EXERCISE INSTRUCTIONS: Each record below needs to be set down again exactly.

AVAILABLE DATA:
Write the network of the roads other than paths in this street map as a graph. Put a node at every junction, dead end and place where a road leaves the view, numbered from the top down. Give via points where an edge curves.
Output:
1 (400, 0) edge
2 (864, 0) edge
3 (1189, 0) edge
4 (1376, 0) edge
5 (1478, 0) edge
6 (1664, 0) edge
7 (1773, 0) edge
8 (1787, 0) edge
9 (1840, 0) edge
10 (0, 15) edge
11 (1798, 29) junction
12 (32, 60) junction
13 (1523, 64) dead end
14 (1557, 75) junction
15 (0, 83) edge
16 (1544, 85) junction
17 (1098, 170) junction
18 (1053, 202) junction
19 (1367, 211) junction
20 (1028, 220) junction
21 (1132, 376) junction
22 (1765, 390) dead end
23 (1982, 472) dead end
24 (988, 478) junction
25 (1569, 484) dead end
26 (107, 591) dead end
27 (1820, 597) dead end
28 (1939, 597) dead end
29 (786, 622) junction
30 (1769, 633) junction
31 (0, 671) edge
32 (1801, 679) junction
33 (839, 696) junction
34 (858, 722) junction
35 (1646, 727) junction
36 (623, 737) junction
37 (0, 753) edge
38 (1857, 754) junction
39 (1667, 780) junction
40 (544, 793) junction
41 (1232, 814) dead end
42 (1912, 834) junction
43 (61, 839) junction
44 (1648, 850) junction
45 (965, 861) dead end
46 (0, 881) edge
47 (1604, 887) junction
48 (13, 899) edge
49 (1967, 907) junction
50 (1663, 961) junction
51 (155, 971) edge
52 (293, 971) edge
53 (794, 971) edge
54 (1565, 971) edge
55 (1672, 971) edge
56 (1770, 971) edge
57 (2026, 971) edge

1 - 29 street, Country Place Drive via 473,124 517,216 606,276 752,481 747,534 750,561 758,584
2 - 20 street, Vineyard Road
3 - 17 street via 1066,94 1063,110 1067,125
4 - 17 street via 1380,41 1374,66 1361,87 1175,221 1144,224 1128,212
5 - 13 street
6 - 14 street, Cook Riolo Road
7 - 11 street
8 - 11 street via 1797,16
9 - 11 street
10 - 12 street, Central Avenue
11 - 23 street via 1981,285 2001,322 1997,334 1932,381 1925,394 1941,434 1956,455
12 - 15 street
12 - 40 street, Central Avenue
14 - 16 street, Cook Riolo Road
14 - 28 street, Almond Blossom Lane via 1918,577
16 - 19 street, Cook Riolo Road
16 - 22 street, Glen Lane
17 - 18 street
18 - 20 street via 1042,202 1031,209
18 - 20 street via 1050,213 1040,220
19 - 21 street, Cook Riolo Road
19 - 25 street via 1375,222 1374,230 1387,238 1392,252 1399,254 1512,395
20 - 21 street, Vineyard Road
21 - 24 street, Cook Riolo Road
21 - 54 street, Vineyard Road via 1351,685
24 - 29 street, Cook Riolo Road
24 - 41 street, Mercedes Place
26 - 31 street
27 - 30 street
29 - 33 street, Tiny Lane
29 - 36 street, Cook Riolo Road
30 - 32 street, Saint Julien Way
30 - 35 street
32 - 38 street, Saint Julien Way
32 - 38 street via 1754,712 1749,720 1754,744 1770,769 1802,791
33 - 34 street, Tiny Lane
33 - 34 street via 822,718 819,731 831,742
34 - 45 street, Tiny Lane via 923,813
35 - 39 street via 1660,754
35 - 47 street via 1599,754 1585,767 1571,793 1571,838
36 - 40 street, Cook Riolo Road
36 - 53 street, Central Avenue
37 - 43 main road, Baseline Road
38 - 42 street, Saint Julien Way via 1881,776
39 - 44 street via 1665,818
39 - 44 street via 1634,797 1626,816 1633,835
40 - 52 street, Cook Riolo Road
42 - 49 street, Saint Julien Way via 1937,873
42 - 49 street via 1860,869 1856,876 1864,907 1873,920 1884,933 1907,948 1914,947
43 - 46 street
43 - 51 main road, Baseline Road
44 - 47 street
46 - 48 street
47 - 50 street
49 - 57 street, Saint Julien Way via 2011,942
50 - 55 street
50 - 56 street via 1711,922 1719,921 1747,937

RESULT:
Write the network of the roads other than paths in this street map as a graph. Put a node at every junction, dead end and place where a road leaves the view, numbered from the top down. Give via points where an edge curves.
Output:
1 (400, 0) edge
2 (864, 0) edge
3 (1189, 0) edge
4 (1376, 0) edge
5 (1478, 0) edge
6 (1664, 0) edge
7 (1773, 0) edge
8 (1787, 0) edge
9 (1840, 0) edge
10 (0, 15) edge
11 (1798, 29) junction
12 (32, 60) junction
13 (1523, 64) dead end
14 (1557, 75) junction
15 (0, 83) edge
16 (1544, 85) junction
17 (1098, 170) junction
18 (1053, 202) junction
19 (1367, 211) junction
20 (1028, 220) junction
21 (1132, 376) junction
22 (1765, 390) dead end
23 (1982, 472) dead end
24 (988, 478) junction
25 (1569, 484) dead end
26 (107, 591) dead end
27 (1820, 597) dead end
28 (1939, 597) dead end
29 (786, 622) junction
30 (1769, 633) junction
31 (0, 671) edge
32 (1801, 679) junction
33 (839, 696) junction
34 (858, 722) junction
35 (1646, 727) junction
36 (623, 737) junction
37 (0, 753) edge
38 (1857, 754) junction
39 (1667, 780) junction
40 (544, 793) junction
41 (1232, 814) dead end
42 (1912, 834) junction
43 (61, 839) junction
44 (1648, 850) junction
45 (965, 861) dead end
46 (0, 881) edge
47 (1604, 887) junction
48 (13, 899) edge
49 (1967, 907) junction
50 (1663, 961) junction
51 (155, 971) edge
52 (293, 971) edge
53 (794, 971) edge
54 (1565, 971) edge
55 (1672, 971) edge
56 (1770, 971) edge
57 (2026, 971) edge

1 - 29 street, Country Place Drive via 473,124 517,216 606,276 752,481 747,534 750,561 758,584
2 - 20 street, Vineyard Road
3 - 17 street via 1066,94 1063,110 1067,125
4 - 17 street via 1380,41 1374,66 1361,87 1175,221 1144,224 1128,212
5 - 13 street
6 - 14 street, Cook Riolo Road
7 - 11 street
8 - 11 street via 1797,16
9 - 11 street
10 - 12 street, Central Avenue
11 - 23 street via 1981,285 2001,322 1997,334 1932,381 1925,394 1941,434 1956,455
12 - 15 street
12 - 40 street, Central Avenue
14 - 16 street, Cook Riolo Road
14 - 28 street, Almond Blossom Lane via 1918,577
16 - 19 street, Cook Riolo Road
16 - 22 street, Glen Lane
17 - 18 street
18 - 20 street via 1042,202 1031,209
18 - 20 street via 1050,213 1040,220
19 - 21 street, Cook Riolo Road
19 - 25 street via 1375,222 1374,230 1387,238 1392,252 1399,254 1512,395
20 - 21 street, Vineyard Road
21 - 24 street, Cook Riolo Road
21 - 54 street, Vineyard Road via 1351,685
24 - 29 street, Cook Riolo Road
24 - 41 street, Mercedes Place
26 - 31 street
27 - 30 street
29 - 33 street, Tiny Lane
29 - 36 street, Cook Riolo Road
30 - 32 street, Saint Julien Way
30 - 35 street
32 - 38 street, Saint Julien Way
32 - 38 street via 1754,712 1749,720 1754,744 1770,769 1802,791
33 - 34 street, Tiny Lane
33 - 34 street via 822,718 819,731 831,742
34 - 45 street, Tiny Lane via 923,813
35 - 39 street via 1660,754
35 - 47 street via 1599,754 1585,767 1571,793 1571,838
36 - 40 street, Cook Riolo Road
36 - 53 street, Central Avenue
37 - 43 main road, Baseline Road
38 - 42 street, Saint Julien Way via 1881,776
39 - 44 street via 1665,818
39 - 44 street via 1634,797 1626,816 1633,835
40 - 52 street, Cook Riolo Road
42 - 49 street, Saint Julien Way via 1937,873
42 - 49 street via 1860,869 1856,876 1864,907 1873,920 1884,933 1907,948 1914,947
43 - 46 street
43 - 51 main road, Baseline Road
44 - 47 street
46 - 48 street
47 - 50 street
49 - 57 street, Saint Julien Way via 2011,942
50 - 55 street
50 - 56 street via 1711,922 1719,921 1747,937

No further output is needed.